Por tanto, cada latido del corazón es mucho más que un movimiento pulsante. Es un misterio de energía en el plano físico, un patrón de energía sutil a nivel del alma y un misterio de energía difícil de comprender, que entrelaza los milagros de la luz espiritual en nosotros.

Nuestro corazón es un milagro único y palpitante de energía y luz.

Su resplandor electromagnético es 5000 veces más fuerte que el del cerebro.

El corazón, un órgano de luz

En su aspecto más sutil, nuestro corazón es un órgano de luz y, por lo tanto, puede reaccionar a los impulsos de luz del campo espiritual eterno.

Con cada latido del corazón esta luz universal "llama" a la puerta de nuestro ser interior más profundo, para ser llevado allí y desarrollado. Nuestro corazón late aproximadamente 100.000 veces al día y 40 millones de veces al año. En 70 años, hay aproximadamente 3 billones de latidos del corazón. ¿Es posible que un ser humano haya endurecido su corazón de tal manera que no pueda percibir los silenciosos golpes del espíritu en la puerta de su corazón?

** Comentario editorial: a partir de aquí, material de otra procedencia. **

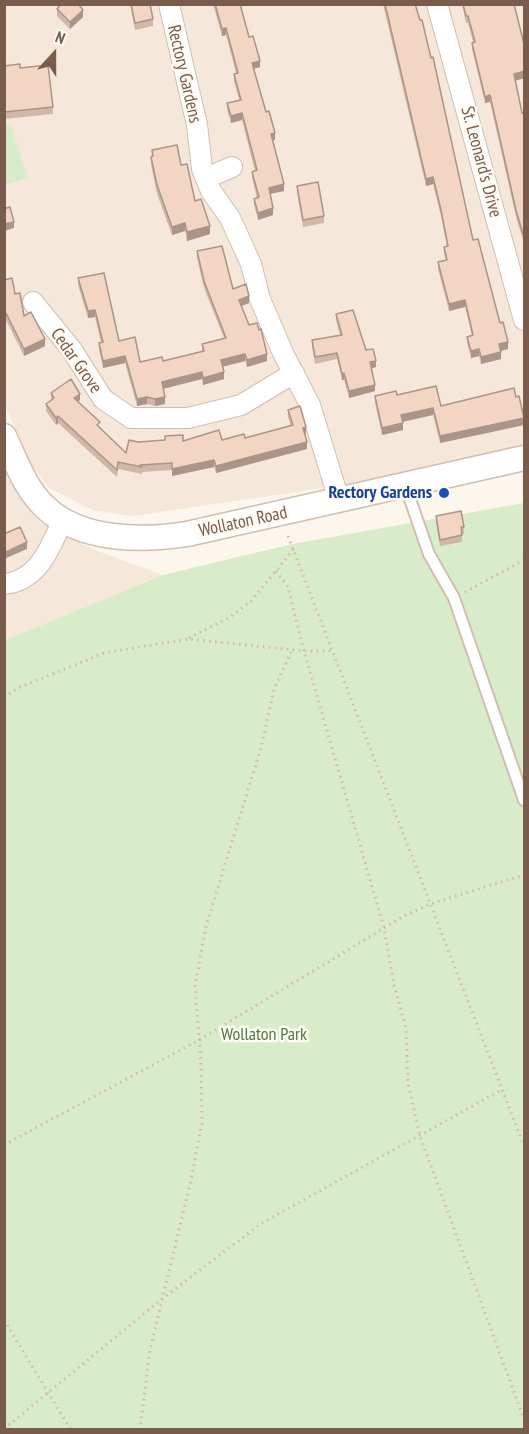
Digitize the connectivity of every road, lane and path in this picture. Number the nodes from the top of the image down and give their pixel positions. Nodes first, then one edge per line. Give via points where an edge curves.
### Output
1 (169, 4) edge
2 (437, 4) edge
3 (232, 167) dead end
4 (206, 178) junction
5 (33, 302) dead end
6 (525, 320) edge
7 (294, 374) junction
8 (4, 436) edge
9 (525, 458) edge
10 (405, 485) junction
11 (339, 500) junction
12 (63, 519) junction
13 (288, 536) dead end
14 (294, 549) junction
15 (525, 561) edge
16 (276, 571) junction
17 (4, 584) edge
18 (454, 598) junction
19 (188, 639) junction
20 (292, 650) junction
21 (304, 651) junction
22 (333, 651) junction
23 (4, 696) edge
24 (525, 800) edge
25 (525, 875) edge
26 (430, 904) junction
27 (384, 928) junction
28 (199, 1040) junction
29 (502, 1089) junction
30 (420, 1136) junction
31 (4, 1144) edge
32 (525, 1146) edge
33 (163, 1298) junction
34 (4, 1320) edge
35 (49, 1394) junction
36 (525, 1419) edge
37 (4, 1429) edge
38 (71, 1430) edge
39 (140, 1430) edge

1 - 4 street, Rectory Gardens
2 - 6 street, St. Leonard's Drive
3 - 4 street
4 - 7 street, Rectory Gardens via 251,264 260,299
5 - 7 street, Cedar Grove via 72,350 103,399 131,417 188,418 241,405
7 - 11 street, Rectory Gardens via 310,405
8 - 12 street, Wollaton Road via 24,479 44,507
9 - 10 street, Wollaton Road
10 - 11 street, Wollaton Road
10 - 18 lane via 429,555
11 - 12 street, Wollaton Road via 162,538 112,537
12 - 17 street via 36,569 25,578
13 - 14 path
14 - 16 path
14 - 22 path
15 - 18 path
16 - 19 path via 251,601
16 - 21 path via 288,587
18 - 24 lane
19 - 20 path
19 - 23 path via 104,653
20 - 21 path
20 - 28 path via 274,689 261,748 206,926 195,986
21 - 22 path
21 - 27 path
22 - 26 path
25 - 26 path
26 - 27 path
26 - 29 path
27 - 28 path
27 - 30 path via 406,1029 408,1083
28 - 31 path
28 - 33 path via 202,1123
29 - 30 path
29 - 32 path
30 - 33 path via 262,1223
30 - 36 path
33 - 35 path
33 - 39 path via 150,1350
34 - 35 path
35 - 37 path
35 - 38 path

Entre el momento de absorber la sangre del cuerpo en el corazón y el momento de la expulsión de la sangre del corazón al cuerpo, hay un breve tiempo de espera cumplida y expectante, una extraña especie de silencio. Estos son los momentos más misericordiosos. En ellos se hace posible el toque de los impulsos de luz cósmica, cuando abrimos nuestro corazón para este encuentro sagrado en un silencio presente.

Si no aprovechamos esta gracia que se nos da, si reprimimos esta tarea de manifestar la luz eterna en nuestra personalidad temporal, entonces el corazón orgánico reaccionará orquestando diferentes trastornos de salud en el cuerpo físico. Ello ocurre para que podamos reconocer nuestro actual sentido de la vida y adaptar nuestros pensamientos, sentimientos e impulsos de la voluntad a un estado más armonioso.  Sobre esta base, podrá  producirse un tipo diferente de actuación y una recuperación.

Este maravilloso y rítmico suceso en nuestro corazón le da a nuestra individualidad su expresión única de vida.

Por todas estas razones, entenderemos que un trasplante de este órgano especial a otro ser humano, cuya conciencia vibre de manera diferente, ocasionará problemas de compatibilidad. Por lo tanto, las personas a las que se les implanta el corazón de otra persona a menudo experimentarán una "alienación". Desarrollan diferentes patrones de vida, diferentes comportamientos, tienen inclinaciones e intereses desconocidos; y muchos no se sienten idénticos a su antiguo yo, por lo que caen en fuertes depresiones. Entonces, entenderemos que nuestra individualidad única y su interpretación está particularmente impresa en el órgano de nuestro corazón.